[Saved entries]

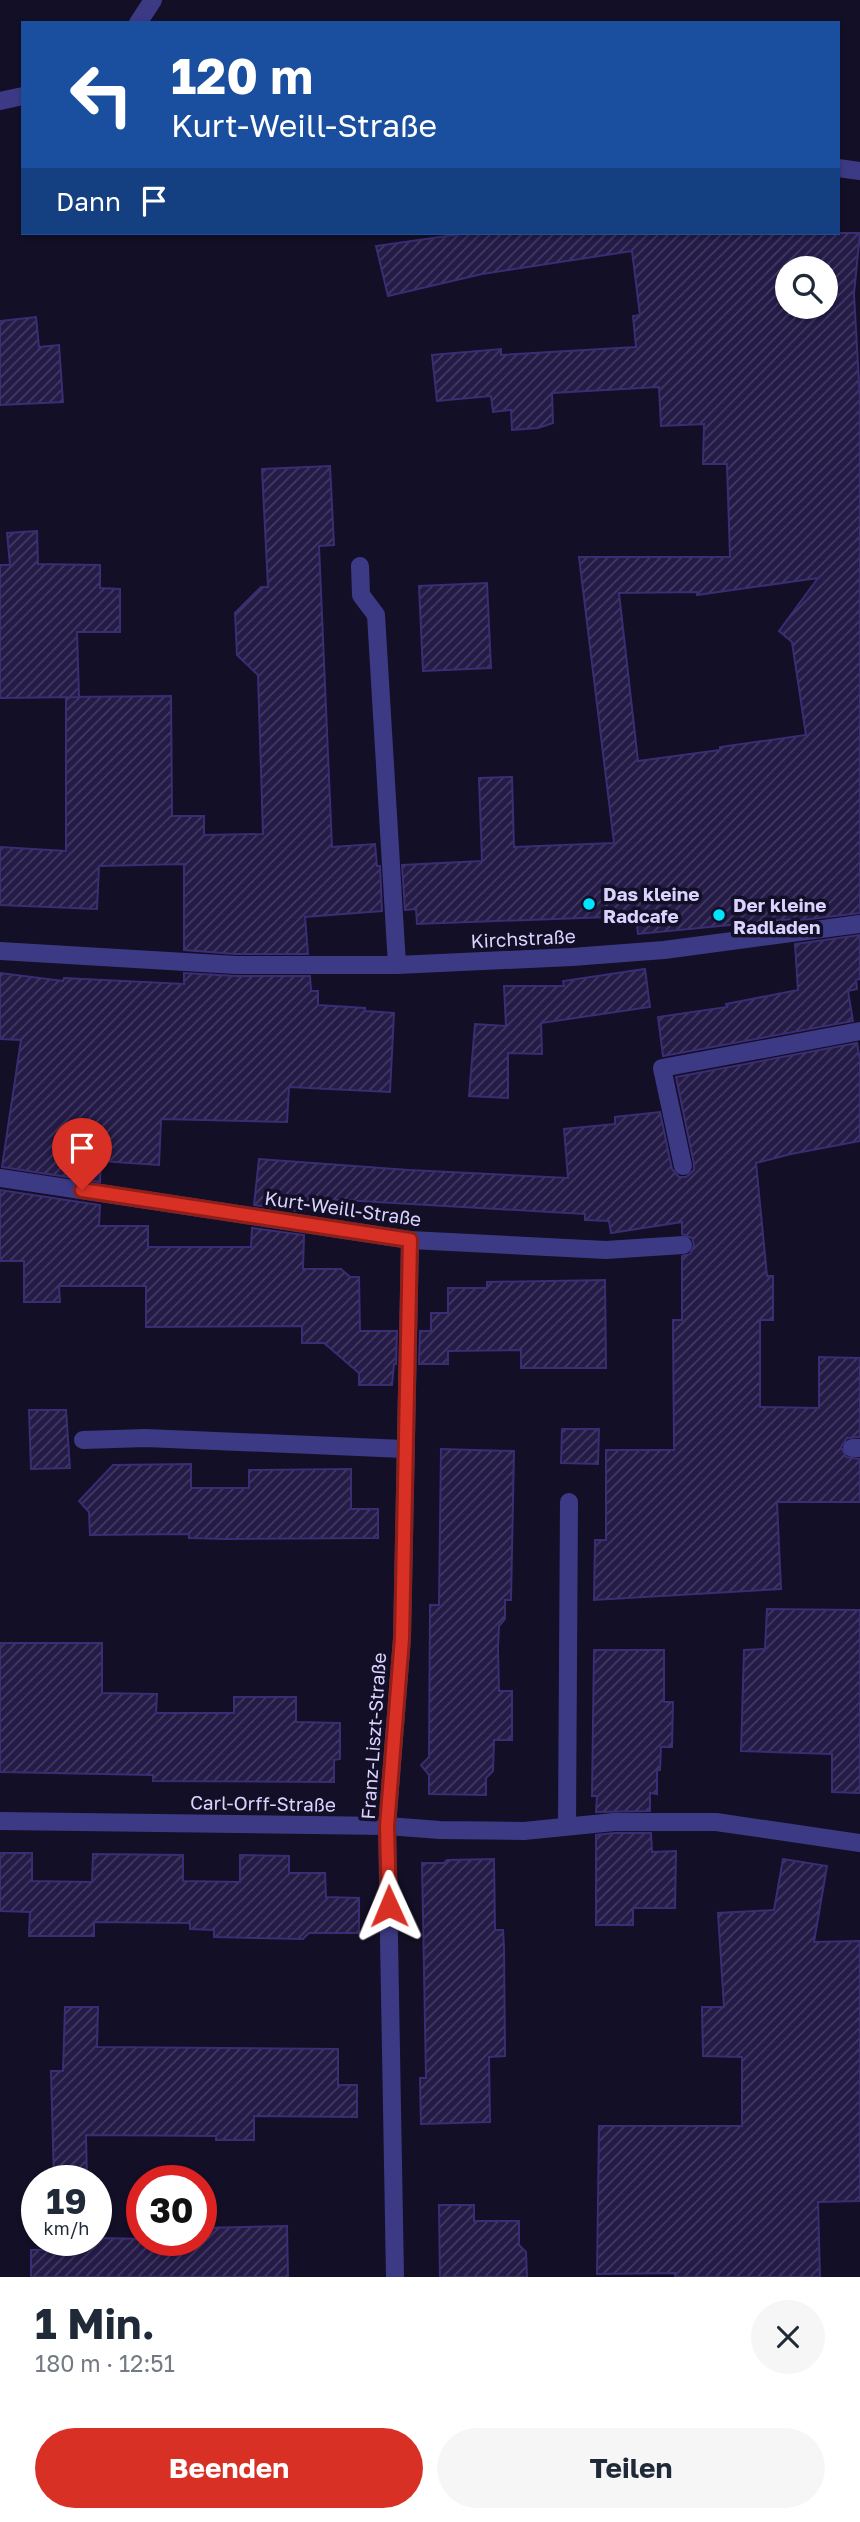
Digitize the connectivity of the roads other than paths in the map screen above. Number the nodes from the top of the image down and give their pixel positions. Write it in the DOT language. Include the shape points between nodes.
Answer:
graph roads {
  1 [pos="153,0"];
  2 [pos="139,21"];
  3 [pos="21,97"];
  4 [pos="0,102"];
  5 [pos="840,168"];
  6 [pos="860,170"];
  7 [pos="360,566"];
  8 [pos="860,924"];
  9 [pos="0,951"];
  10 [pos="397,965"];
  11 [pos="860,1031"];
  12 [pos="682,1166"];
  13 [pos="0,1178"];
  14 [pos="410,1240"];
  15 [pos="683,1245"];
  16 [pos="83,1440"];
  17 [pos="404,1449"];
  18 [pos="569,1502"];
  19 [pos="0,1821"];
  20 [pos="387,1826"];
  21 [pos="567,1826"];
  22 [pos="860,1843"];
  23 [pos="395,2277"];
  1 -- 2 [label="street"];
  3 -- 4 [label="street"];
  5 -- 6 [label="street"];
  7 -- 10 [label="street" via="361,595 376,615"];
  8 -- 10 [label="street, Kirchstraße" via="643,952"];
  9 -- 10 [label="street, Kirchstraße" via="236,965"];
  11 -- 12 [label="street" via="662,1068"];
  13 -- 14 [label="street, Kurt-Weill-Straße"];
  14 -- 15 [label="street, Kurt-Weill-Straße" via="606,1250"];
  14 -- 17 [label="street, Franz-Liszt-Straße"];
  16 -- 17 [label="street" via="146,1438"];
  17 -- 20 [label="street, Franz-Liszt-Straße" via="402,1638"];
  18 -- 21 [label="street"];
  19 -- 20 [label="street, Carl-Orff-Straße"];
  20 -- 21 [label="street, Carl-Orff-Straße" via="524,1831"];
  20 -- 23 [label="street, Franz-Liszt-Straße"];
  21 -- 22 [label="street, Carl-Orff-Straße" via="716,1822"];
}
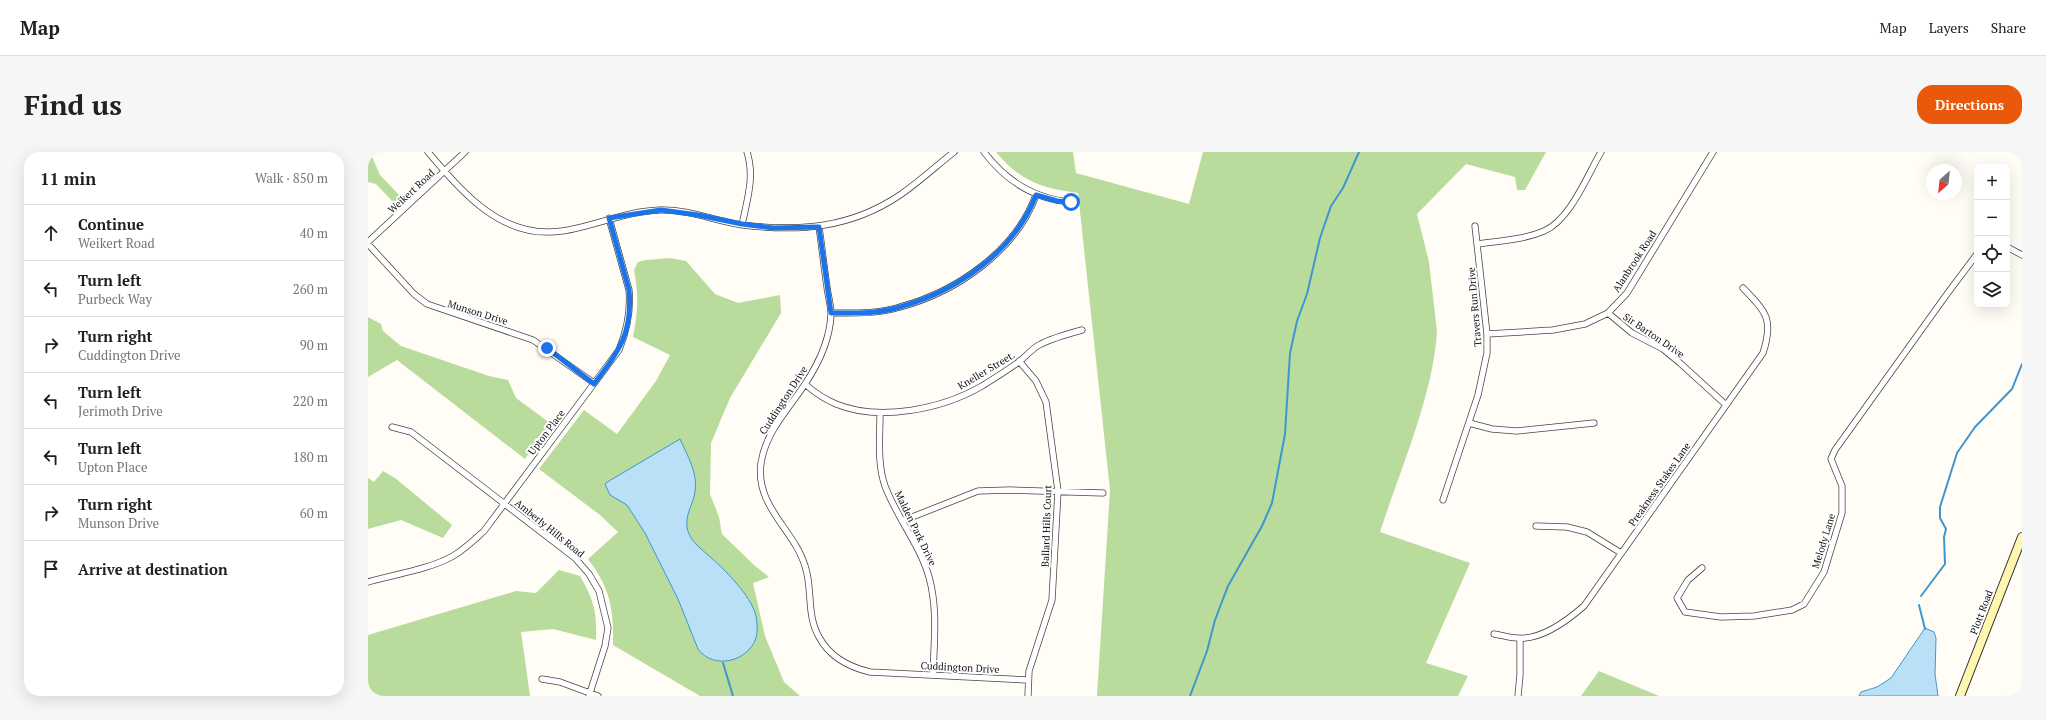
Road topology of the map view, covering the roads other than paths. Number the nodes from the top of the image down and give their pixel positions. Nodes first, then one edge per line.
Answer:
1 (428, 152) edge
2 (465, 152) edge
3 (747, 152) edge
4 (954, 152) edge
5 (984, 152) edge
6 (1601, 152) edge
7 (1713, 152) edge
8 (445, 171) junction
9 (1036, 195) junction
10 (1071, 202) dead end
11 (609, 218) junction
12 (742, 224) junction
13 (1475, 226) dead end
14 (819, 227) junction
15 (368, 243) edge
16 (1477, 244) junction
17 (2010, 249) edge
18 (2022, 255) edge
19 (1974, 258) edge
20 (1743, 288) dead end
21 (831, 313) junction
22 (1608, 313) junction
23 (1082, 330) dead end
24 (1487, 334) junction
25 (1019, 361) junction
26 (594, 384) junction
27 (805, 384) junction
28 (1725, 404) junction
29 (880, 413) junction
30 (1469, 423) junction
31 (1594, 423) dead end
32 (392, 427) dead end
33 (1058, 491) junction
34 (1103, 493) dead end
35 (1443, 500) dead end
36 (505, 502) junction
37 (902, 521) junction
38 (1536, 526) dead end
39 (2022, 537) edge
40 (1621, 553) junction
41 (1702, 568) dead end
42 (368, 582) edge
43 (1494, 634) dead end
44 (1520, 639) junction
45 (933, 675) junction
46 (542, 679) dead end
47 (1028, 680) junction
48 (589, 694) edge
49 (598, 696) edge
50 (1028, 696) edge
51 (1518, 696) edge
52 (1960, 696) edge

1 - 8 street
2 - 8 street, Weikert Road
3 - 12 street
4 - 14 street
5 - 9 street
6 - 16 street
7 - 22 street, Alanbrook Road
8 - 11 street
8 - 15 street, Weikert Road
9 - 10 street
9 - 21 street
11 - 12 street
11 - 26 street, Upton Place
12 - 14 street
13 - 16 street, Travers Run Drive
14 - 21 street, Cuddington Drive
15 - 26 street, Munson Drive
16 - 24 street, Travers Run Drive
17 - 18 street
19 - 41 street, Melody Lane
20 - 28 street, Preakness Stakes Lane
21 - 27 street, Cuddington Drive
22 - 24 street, Alanbrook Road
22 - 28 street, Sir Barton Drive
23 - 25 street, Kneller Street.
24 - 30 street, Travers Run Drive
25 - 29 street, Kneller Street.
25 - 33 street, Ballard Hills Court
26 - 36 street, Upton Place
27 - 29 street, Kneller Street.
27 - 45 street, Cuddington Drive
28 - 40 street, Preakness Stakes Lane
29 - 37 street, Malden Park Drive
30 - 31 street
30 - 35 street, Travers Run Drive
32 - 36 street, Amberly Hills Road
33 - 34 street
33 - 37 street
33 - 47 street, Ballard Hills Court
36 - 42 street, Upton Place
36 - 48 street, Amberly Hills Road
37 - 45 street, Malden Park Drive
38 - 40 street
39 - 52 street, Plott Road
40 - 44 street, Preakness Stakes Lane
43 - 44 street, Preakness Stakes Lane
44 - 51 street
45 - 47 street, Cuddington Drive
46 - 48 street
47 - 50 street, Ballard Hills Court
48 - 49 street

▶ WORK TO COMPLETE:
Figure out the number of lines above in which the string "Alanbrook" appears. Only the number should be given.

▶ SOLUTION TO THE PROBLEM:
2